→ **Your assignment**
For the listing below, how many lines contain the word "설화산길"? Answer with only that figure.

→ **Data extract**

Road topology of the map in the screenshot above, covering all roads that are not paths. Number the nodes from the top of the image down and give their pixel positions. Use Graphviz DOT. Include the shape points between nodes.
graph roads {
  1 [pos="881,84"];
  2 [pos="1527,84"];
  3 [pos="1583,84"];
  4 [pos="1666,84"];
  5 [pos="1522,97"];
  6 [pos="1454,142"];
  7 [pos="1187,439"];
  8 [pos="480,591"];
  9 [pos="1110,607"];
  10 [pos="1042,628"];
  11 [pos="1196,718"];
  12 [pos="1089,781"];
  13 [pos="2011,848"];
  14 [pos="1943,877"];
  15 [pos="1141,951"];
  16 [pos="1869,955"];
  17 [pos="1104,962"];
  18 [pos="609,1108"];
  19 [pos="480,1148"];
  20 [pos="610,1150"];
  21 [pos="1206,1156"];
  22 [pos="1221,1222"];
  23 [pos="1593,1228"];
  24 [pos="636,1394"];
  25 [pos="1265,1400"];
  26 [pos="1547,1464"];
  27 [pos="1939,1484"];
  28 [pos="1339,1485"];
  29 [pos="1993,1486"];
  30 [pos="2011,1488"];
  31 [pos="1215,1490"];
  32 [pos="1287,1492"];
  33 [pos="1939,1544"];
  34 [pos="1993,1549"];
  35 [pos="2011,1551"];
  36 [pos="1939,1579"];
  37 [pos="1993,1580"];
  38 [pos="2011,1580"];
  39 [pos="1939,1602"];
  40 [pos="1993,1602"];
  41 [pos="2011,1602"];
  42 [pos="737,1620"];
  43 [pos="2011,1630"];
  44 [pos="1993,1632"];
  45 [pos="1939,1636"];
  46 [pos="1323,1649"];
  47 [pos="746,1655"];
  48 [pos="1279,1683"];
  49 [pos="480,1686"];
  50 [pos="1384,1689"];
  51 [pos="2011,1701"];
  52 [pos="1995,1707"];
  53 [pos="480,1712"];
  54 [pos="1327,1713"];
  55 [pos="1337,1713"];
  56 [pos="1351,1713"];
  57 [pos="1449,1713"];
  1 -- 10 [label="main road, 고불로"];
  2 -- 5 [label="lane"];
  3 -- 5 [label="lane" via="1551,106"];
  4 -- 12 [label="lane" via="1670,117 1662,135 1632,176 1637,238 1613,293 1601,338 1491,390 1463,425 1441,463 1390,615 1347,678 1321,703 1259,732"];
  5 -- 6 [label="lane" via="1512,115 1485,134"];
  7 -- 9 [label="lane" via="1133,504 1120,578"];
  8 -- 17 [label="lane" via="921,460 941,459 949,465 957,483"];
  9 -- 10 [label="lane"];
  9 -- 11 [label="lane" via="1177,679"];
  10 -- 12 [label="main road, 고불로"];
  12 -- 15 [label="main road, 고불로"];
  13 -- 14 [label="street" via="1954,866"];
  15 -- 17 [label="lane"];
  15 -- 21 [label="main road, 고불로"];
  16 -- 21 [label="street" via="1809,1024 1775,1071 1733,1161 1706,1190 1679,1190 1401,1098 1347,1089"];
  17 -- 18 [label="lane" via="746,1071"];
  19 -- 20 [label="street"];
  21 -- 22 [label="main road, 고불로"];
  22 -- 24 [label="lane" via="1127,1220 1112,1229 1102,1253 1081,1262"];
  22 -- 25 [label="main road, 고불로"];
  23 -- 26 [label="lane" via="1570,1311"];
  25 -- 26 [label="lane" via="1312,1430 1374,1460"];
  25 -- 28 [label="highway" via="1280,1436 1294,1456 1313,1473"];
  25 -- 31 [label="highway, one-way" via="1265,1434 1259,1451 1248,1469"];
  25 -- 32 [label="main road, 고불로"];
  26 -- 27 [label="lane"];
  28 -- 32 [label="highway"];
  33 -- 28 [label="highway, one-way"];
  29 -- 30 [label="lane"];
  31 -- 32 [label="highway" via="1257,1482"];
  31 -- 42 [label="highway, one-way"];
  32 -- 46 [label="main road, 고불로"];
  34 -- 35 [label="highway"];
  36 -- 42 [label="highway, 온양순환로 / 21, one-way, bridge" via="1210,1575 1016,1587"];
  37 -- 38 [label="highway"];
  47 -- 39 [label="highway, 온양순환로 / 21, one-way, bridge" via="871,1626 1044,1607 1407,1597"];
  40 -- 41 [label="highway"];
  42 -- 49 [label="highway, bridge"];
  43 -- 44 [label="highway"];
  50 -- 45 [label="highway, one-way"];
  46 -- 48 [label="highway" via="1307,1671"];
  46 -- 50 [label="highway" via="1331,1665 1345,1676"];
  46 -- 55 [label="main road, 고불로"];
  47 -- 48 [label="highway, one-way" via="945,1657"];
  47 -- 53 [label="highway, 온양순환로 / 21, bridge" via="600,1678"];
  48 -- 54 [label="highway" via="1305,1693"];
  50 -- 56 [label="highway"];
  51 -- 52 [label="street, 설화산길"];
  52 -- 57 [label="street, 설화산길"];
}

→ **Response to the exercise**
2